Cette philosophie est d’abord une certaine conception de la connaissance. En affirmant d’emblée que « le monde est ma représentation »,
dans le sillage de Kant, Schopenhauer établit une ligne de démarcation
définitive entre ce qui peut être connu et ce qui ne peut l’être.
L’homme ne perçoit jamais un soleil ni une terre, détaille-t-il, mais
seulement un œil qui voit cet astre et une main qui remue la glaise.
L’idée que le monde existe indépendamment de toute perception pose
d’ailleurs un problème à Schopenhauer : c’est à la fois évident et
impossible à prouver ! Hors de portée de la connaissance… En toute
rigueur estime-t-il, il faut partir du principe que « c’est bien (du) premier œil une fois ouvert (fût-ce celui d’un insecte) que tout l’univers tient sa réalité ».
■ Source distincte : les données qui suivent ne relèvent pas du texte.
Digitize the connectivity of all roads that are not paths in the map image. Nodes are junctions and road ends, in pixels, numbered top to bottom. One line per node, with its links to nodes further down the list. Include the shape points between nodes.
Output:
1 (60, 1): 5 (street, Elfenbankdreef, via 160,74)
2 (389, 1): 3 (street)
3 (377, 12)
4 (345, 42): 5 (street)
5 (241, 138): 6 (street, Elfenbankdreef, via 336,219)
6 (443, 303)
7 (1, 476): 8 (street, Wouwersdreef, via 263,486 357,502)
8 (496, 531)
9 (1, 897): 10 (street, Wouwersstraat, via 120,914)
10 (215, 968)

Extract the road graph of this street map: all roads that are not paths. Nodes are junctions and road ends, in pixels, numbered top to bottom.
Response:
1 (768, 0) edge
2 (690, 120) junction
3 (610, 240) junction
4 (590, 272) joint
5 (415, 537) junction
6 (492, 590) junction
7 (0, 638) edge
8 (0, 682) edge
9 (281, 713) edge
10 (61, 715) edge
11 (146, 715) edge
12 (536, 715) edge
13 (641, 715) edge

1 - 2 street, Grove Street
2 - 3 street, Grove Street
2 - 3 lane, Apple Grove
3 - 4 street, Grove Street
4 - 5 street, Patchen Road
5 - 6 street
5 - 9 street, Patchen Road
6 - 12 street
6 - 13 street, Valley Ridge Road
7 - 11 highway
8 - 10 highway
Pour autant, il n’adhère pas au solipsisme le plus radical, induisant
que l’on vivrait dans une sorte de rêve produit par la seule
imagination.
La raison la plus simple
Tout n’est pas illusoire. Certaines représentations sont vraies et
d’autres fausses, les unes consistantes et les autres absurdes… Pour
faire la différence, Schopenhauer s’appuie sur une loi unique, un
critère de distinction purement logique : le principe de raison
suffisante. C’est tout simplement ce qui permet de répondre en toute
rigueur à la question : pourquoi ? – « mère de toutes les sciences »,
selon le philosophe. Pourquoi est-ce ainsi et pas autrement ? Pourquoi
faire ceci plutôt que cela ? Pour être valable, la réponse doit être
conforme au principe de raison : la cause avancée doit toujours
engendrer l’effet considéré, sans exception. Idem pour les
hypothèses et conséquences, les motifs et actions, etc. Schopenhauer
distingue en tout et pour tout quatre applications possibles :
• empirique : l’eau bout, parce qu’elle atteint une température de 100 °C ;
• logique : une porte est ouverte ou fermée, puisque rien ne peut être une chose et son contraire en même temps ;
• mathématique ou géométrique : deux lignes droites n’enferment aucun espace, car elles ne peuvent se croiser qu’en un seul point ;
• éthique ou comportementale : on séduit une personne parce qu’elle nous plaît.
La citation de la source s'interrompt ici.